### [Data extract]
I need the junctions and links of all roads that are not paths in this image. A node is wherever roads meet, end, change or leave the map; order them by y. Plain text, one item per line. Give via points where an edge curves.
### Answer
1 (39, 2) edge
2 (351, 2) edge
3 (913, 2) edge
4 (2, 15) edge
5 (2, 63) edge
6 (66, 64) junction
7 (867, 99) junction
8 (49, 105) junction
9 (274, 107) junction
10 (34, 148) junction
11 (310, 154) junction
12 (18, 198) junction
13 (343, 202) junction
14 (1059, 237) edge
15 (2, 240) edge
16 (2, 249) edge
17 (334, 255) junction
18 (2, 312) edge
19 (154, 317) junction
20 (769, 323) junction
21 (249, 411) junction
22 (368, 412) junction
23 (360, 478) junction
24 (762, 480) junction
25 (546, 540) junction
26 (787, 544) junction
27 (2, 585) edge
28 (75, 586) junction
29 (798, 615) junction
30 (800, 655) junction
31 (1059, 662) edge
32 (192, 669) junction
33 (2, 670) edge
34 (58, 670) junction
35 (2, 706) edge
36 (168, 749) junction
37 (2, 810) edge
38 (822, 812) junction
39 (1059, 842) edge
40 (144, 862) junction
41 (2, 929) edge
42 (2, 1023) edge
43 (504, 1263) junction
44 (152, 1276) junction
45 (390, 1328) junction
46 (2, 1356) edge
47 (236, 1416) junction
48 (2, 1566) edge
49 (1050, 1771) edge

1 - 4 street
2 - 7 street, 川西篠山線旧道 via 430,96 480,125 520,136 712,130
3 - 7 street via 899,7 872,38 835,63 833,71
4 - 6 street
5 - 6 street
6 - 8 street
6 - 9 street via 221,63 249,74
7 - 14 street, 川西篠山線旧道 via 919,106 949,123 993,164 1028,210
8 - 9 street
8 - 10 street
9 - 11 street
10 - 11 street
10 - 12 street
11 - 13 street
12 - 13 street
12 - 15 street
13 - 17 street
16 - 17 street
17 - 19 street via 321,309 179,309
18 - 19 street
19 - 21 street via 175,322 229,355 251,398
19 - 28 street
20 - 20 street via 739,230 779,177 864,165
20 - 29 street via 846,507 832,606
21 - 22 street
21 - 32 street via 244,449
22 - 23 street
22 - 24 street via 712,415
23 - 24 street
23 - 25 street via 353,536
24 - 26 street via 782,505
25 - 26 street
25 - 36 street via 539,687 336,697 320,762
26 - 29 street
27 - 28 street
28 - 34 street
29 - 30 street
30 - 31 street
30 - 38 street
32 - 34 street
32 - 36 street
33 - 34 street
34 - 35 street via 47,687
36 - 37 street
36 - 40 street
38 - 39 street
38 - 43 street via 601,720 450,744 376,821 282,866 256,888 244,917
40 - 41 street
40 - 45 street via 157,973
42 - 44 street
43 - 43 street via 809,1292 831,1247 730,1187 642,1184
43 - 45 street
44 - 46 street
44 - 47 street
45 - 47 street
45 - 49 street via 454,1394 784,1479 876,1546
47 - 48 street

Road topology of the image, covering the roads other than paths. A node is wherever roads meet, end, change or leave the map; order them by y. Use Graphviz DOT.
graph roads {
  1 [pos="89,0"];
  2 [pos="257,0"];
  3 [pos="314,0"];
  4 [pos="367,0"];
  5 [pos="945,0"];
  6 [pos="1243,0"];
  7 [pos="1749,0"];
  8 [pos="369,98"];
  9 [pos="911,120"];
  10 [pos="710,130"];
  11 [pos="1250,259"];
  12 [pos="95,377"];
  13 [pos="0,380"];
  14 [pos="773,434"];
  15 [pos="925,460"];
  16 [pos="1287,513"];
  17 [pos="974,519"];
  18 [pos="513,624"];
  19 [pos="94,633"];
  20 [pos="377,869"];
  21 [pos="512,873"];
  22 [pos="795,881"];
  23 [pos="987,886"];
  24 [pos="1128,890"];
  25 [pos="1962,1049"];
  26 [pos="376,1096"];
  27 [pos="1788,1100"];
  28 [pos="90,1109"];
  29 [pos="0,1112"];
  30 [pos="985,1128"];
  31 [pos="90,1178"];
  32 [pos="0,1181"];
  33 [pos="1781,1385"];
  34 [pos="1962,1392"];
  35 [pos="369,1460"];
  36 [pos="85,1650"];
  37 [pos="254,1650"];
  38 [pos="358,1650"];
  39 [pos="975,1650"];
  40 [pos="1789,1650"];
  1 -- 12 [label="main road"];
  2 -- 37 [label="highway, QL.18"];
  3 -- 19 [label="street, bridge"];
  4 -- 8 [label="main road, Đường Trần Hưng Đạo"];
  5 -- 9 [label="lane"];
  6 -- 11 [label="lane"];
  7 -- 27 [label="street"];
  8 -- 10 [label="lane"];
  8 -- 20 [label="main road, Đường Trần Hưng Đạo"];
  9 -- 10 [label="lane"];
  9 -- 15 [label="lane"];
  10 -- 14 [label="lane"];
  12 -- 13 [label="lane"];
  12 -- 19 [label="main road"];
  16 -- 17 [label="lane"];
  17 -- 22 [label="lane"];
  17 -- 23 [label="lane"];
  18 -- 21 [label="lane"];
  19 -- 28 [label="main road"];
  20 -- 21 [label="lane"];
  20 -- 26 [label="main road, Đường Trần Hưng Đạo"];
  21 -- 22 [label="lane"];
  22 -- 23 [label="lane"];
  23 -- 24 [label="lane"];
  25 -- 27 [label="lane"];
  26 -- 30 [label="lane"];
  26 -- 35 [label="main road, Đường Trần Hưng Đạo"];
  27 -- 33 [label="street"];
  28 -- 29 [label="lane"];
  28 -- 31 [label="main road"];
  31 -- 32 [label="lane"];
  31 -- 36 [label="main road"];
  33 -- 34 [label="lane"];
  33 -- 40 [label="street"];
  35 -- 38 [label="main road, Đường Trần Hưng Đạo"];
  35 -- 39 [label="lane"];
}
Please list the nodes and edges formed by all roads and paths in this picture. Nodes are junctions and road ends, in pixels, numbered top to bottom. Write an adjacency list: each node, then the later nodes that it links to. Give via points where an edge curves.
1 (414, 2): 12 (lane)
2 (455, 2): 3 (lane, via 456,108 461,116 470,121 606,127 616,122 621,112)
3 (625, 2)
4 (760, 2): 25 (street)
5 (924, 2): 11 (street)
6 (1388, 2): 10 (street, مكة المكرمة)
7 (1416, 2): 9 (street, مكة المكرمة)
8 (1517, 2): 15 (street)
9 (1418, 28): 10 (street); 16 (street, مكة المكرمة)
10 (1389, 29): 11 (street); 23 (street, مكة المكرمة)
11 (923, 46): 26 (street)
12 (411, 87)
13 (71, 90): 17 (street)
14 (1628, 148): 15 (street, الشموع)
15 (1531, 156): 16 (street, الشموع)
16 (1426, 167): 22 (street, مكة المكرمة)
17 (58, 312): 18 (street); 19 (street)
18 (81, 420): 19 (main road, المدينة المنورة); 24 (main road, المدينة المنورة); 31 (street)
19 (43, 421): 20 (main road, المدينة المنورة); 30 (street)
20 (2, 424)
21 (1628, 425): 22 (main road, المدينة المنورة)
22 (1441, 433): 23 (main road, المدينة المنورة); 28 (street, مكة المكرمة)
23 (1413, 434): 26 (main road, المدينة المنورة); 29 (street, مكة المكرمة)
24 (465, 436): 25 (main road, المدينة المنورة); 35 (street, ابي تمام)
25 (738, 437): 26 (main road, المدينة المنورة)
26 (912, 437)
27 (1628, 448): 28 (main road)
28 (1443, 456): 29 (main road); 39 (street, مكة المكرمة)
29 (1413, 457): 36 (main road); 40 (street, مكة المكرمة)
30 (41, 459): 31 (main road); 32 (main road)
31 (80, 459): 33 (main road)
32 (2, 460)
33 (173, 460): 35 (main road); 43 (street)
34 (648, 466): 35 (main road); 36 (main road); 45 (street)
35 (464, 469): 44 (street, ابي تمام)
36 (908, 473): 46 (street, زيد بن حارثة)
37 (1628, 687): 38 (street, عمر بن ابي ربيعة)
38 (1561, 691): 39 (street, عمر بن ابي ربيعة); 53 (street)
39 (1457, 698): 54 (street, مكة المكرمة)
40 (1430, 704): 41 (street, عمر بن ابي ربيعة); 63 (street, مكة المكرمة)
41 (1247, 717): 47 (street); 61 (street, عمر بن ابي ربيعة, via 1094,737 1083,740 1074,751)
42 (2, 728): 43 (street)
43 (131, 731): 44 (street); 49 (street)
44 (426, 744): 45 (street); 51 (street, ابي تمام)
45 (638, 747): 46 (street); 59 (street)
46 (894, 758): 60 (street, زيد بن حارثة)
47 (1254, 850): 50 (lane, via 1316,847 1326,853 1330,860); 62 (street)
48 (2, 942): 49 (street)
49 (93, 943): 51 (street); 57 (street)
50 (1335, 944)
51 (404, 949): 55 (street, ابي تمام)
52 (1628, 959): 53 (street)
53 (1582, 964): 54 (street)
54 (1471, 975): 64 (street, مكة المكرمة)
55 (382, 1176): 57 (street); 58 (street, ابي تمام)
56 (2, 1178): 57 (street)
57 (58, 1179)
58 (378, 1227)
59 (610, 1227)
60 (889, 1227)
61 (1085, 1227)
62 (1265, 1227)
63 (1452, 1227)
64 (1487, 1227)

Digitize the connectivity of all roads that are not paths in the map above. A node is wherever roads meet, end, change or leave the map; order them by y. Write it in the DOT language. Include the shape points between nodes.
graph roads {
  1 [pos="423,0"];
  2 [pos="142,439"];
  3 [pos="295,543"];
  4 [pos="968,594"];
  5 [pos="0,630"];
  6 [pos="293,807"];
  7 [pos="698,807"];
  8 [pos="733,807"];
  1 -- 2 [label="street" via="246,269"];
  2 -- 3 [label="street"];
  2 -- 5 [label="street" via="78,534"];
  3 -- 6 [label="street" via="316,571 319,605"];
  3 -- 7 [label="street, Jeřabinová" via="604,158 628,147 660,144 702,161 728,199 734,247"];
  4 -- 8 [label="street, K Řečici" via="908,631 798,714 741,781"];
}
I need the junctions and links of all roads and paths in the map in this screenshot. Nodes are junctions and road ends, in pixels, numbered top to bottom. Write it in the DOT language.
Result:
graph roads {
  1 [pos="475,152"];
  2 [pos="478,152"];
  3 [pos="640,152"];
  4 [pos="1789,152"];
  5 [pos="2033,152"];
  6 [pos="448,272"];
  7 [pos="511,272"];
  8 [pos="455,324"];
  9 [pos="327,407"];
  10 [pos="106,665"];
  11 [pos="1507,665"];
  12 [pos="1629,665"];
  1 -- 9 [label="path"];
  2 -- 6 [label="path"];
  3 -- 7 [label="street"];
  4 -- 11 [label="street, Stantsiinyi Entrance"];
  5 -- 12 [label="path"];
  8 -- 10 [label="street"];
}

### [Problem details]
Go through the listing, find each line with the word "that", and copy it.

### [Task output]
I need the junctions and links of all roads that are not paths in this image. A node is wherever roads meet, end, change or leave the map; order them by y. Plain text, one item per line. Give via points where an edge curves.
Please list the nodes and edges formed by all roads and paths in this picture. Nodes are junctions and road ends, in pixels, numbered top to bottom. Write an adjacency list: each node, then the later nodes that it links to. Give via points where an edge curves.
Digitize the connectivity of all roads that are not paths in the map above. A node is wherever roads meet, end, change or leave the map; order them by y. Write it in the DOT language. Include the shape points between nodes.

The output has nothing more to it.